Maryland law is well settled that a non-compete must be reasonable in geographic scope and duration in order to be held enforceable. However, Maryland courts will enforce a covenant not-to-compete that does not contain a geographic limitation in certain narrow and limited circumstances. The U. S. District Court for the District of Maryland stated in Intelus v. Barton and Medplus, Inc., 7 F. Supp. 2d 635 (1998) that every non-compete must be examined to determine reasonableness based on the specific facts at hand, even non-competes that fail to contain a finite geographic limitation. The Intelus court stated:
“Competition unlimited by geography can be expected where the nature of the business concerns computer software and the ability to process information. . . Because of the broad nature of the market in which Intelus operates, a restrictive covenant limited to a narrow geographic area would render the restriction meaningless.”
In determining the reasonableness of a non-compete that does not contain a geographic limitation, Maryland courts will consider the nature of the industry and the national and perhaps global nature of the competition.

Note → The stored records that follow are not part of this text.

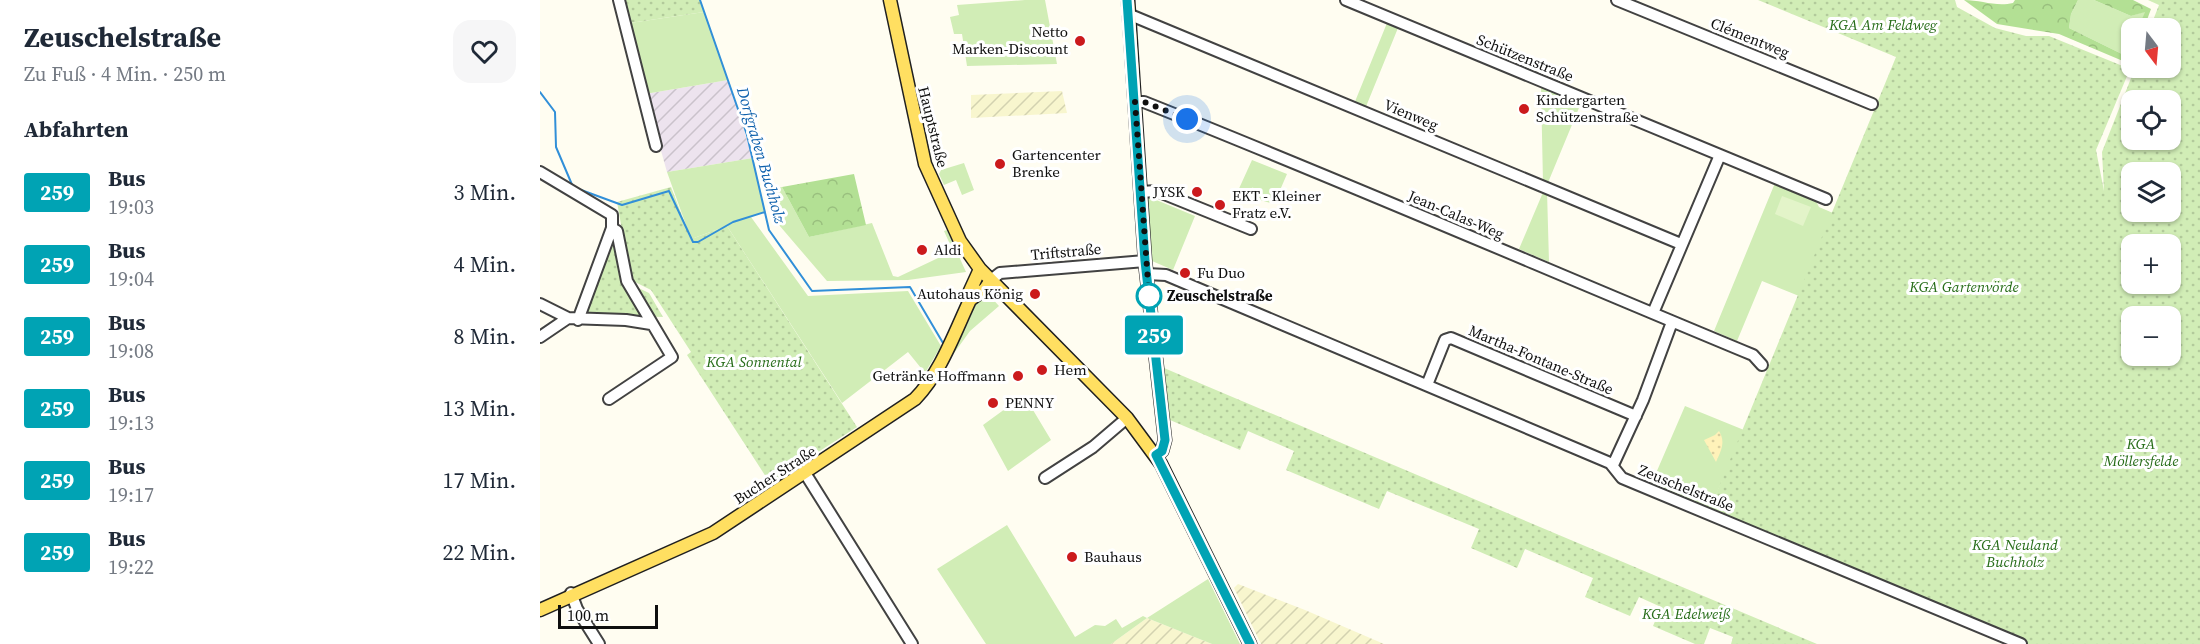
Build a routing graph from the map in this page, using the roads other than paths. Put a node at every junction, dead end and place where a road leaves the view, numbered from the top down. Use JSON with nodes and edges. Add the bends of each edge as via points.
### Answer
{"nodes":[{"id":1,"x":619,"y":0,"type":"edge"},
{"id":2,"x":890,"y":0,"type":"edge"},
{"id":3,"x":1128,"y":0,"type":"edge"},
{"id":4,"x":1346,"y":0,"type":"edge"},
{"id":5,"x":1617,"y":0,"type":"edge"},
{"id":6,"x":1128,"y":14,"type":"junction"},
{"id":7,"x":1135,"y":102,"type":"junction"},
{"id":8,"x":1872,"y":104,"type":"dead end"},
{"id":9,"x":656,"y":146,"type":"dead end"},
{"id":10,"x":1720,"y":155,"type":"junction"},
{"id":11,"x":540,"y":172,"type":"edge"},
{"id":12,"x":1140,"y":192,"type":"junction"},
{"id":13,"x":1826,"y":198,"type":"dead end"},
{"id":14,"x":612,"y":228,"type":"junction"},
{"id":15,"x":1251,"y":229,"type":"dead end"},
{"id":16,"x":1681,"y":244,"type":"junction"},
{"id":17,"x":1145,"y":261,"type":"junction"},
{"id":18,"x":980,"y":269,"type":"junction"},
{"id":19,"x":1147,"y":274,"type":"junction"},
{"id":20,"x":991,"y":280,"type":"junction"},
{"id":21,"x":970,"y":300,"type":"junction"},
{"id":22,"x":544,"y":306,"type":"edge"},
{"id":23,"x":1653,"y":313,"type":"junction"},
{"id":24,"x":573,"y":319,"type":"junction"},
{"id":25,"x":1672,"y":322,"type":"junction"},
{"id":26,"x":651,"y":324,"type":"junction"},
{"id":27,"x":544,"y":334,"type":"edge"},
{"id":28,"x":1762,"y":365,"type":"dead end"},
{"id":29,"x":1426,"y":385,"type":"junction"},
{"id":30,"x":609,"y":399,"type":"dead end"},
{"id":31,"x":1636,"y":416,"type":"junction"},
{"id":32,"x":1127,"y":418,"type":"junction"},
{"id":33,"x":1156,"y":455,"type":"junction"},
{"id":34,"x":1613,"y":465,"type":"junction"},
{"id":35,"x":805,"y":472,"type":"junction"},
{"id":36,"x":1045,"y":478,"type":"dead end"},
{"id":37,"x":571,"y":593,"type":"junction"},
{"id":38,"x":540,"y":610,"type":"edge"},
{"id":39,"x":599,"y":644,"type":"edge"},
{"id":40,"x":912,"y":644,"type":"edge"},
{"id":41,"x":1250,"y":644,"type":"edge"},
{"id":42,"x":2021,"y":644,"type":"edge"}],
"edges":[{"from":1,"to":9,"type":"street"},
{"from":2,"to":18,"type":"main road","name":"Hauptstraße","via":[[925,164],[960,241]]},
{"from":3,"to":6,"type":"main road"},
{"from":4,"to":10,"type":"street","name":"Schützenstraße"},
{"from":5,"to":8,"type":"street","name":"Clémentweg"},
{"from":6,"to":7,"type":"main road"},
{"from":6,"to":16,"type":"street","name":"Vienweg"},
{"from":7,"to":12,"type":"main road"},
{"from":7,"to":23,"type":"street","name":"Jean-Calas-Weg","via":[[1144,102],[1230,136]]},
{"from":10,"to":13,"type":"street","name":"Schützenstraße"},
{"from":10,"to":16,"type":"street"},
{"from":11,"to":14,"type":"street","via":[[605,208],[612,214]]},
{"from":12,"to":15,"type":"street","via":[[1157,191]]},
{"from":12,"to":17,"type":"main road"},
{"from":14,"to":24,"type":"street"},
{"from":14,"to":26,"type":"street","via":[[617,231],[627,281]]},
{"from":16,"to":23,"type":"street"},
{"from":17,"to":19,"type":"main road"},
{"from":17,"to":20,"type":"street","name":"Triftstraße","via":[[1000,273]]},
{"from":18,"to":20,"type":"main road","name":"Hauptstraße"},
{"from":18,"to":21,"type":"main road","name":"Bucher Straße","via":[[969,293]]},
{"from":19,"to":29,"type":"street","name":"Zeuschelstraße","via":[[1166,275]]},
{"from":19,"to":33,"type":"main road","via":[[1165,440],[1162,451]]},
{"from":20,"to":21,"type":"main road","name":"Bucher Straße"},
{"from":20,"to":32,"type":"main road","name":"Hauptstraße"},
{"from":21,"to":35,"type":"main road","name":"Bucher Straße","via":[[923,391]]},
{"from":22,"to":24,"type":"street"},
{"from":22,"to":27,"type":"street"},
{"from":23,"to":25,"type":"street","name":"Jean-Calas-Weg"},
{"from":24,"to":26,"type":"street"},
{"from":24,"to":27,"type":"street"},
{"from":25,"to":28,"type":"street","name":"Jean-Calas-Weg","via":[[1753,356]]},
{"from":25,"to":31,"type":"street"},
{"from":26,"to":30,"type":"street","via":[[672,357]]},
{"from":29,"to":31,"type":"street","name":"Martha-Fontane-Straße","via":[[1445,340],[1451,338]]},
{"from":29,"to":34,"type":"street","name":"Zeuschelstraße"},
{"from":31,"to":34,"type":"street"},
{"from":32,"to":33,"type":"main road","name":"Hauptstraße"},
{"from":32,"to":36,"type":"street","via":[[1093,447]]},
{"from":33,"to":41,"type":"main road","name":"Hauptstraße"},
{"from":34,"to":42,"type":"street","name":"Zeuschelstraße","via":[[1622,478]]},
{"from":35,"to":37,"type":"main road","name":"Bucher Straße","via":[[707,536]]},
{"from":35,"to":40,"type":"street"},
{"from":37,"to":38,"type":"main road","name":"Bucher Straße"},
{"from":37,"to":39,"type":"street"}]}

In Intelus, the court concluded that the restriction was reasonably related and limited to Intelus’s need to protect its good will and client base, and therefore upheld the enforceability of the non-compete.
In Hekimian Labs, a Florida federal court, interpreting Maryland law, found that where “testimony indicated that competition within the business of remote access testing is such that the whole world is its stage” and “that there are only about 20 companies that compete in this business, and they do so on a worldwide basis,” then “to confine the restrictive covenant to a specified geographical area would render the Agreement meaningless.”
The Florida Court concluded that if the agreement did contain a geographical restriction, the offending party would only need to move outside of this restricted area and the damage to the harmed party would be the same. Because of the national and international scope of the competition between the parties, the absence of a specified geographic limitation was reasonably necessary for the protection of the party attempting to enforce the non-compete, and the covenant was upheld.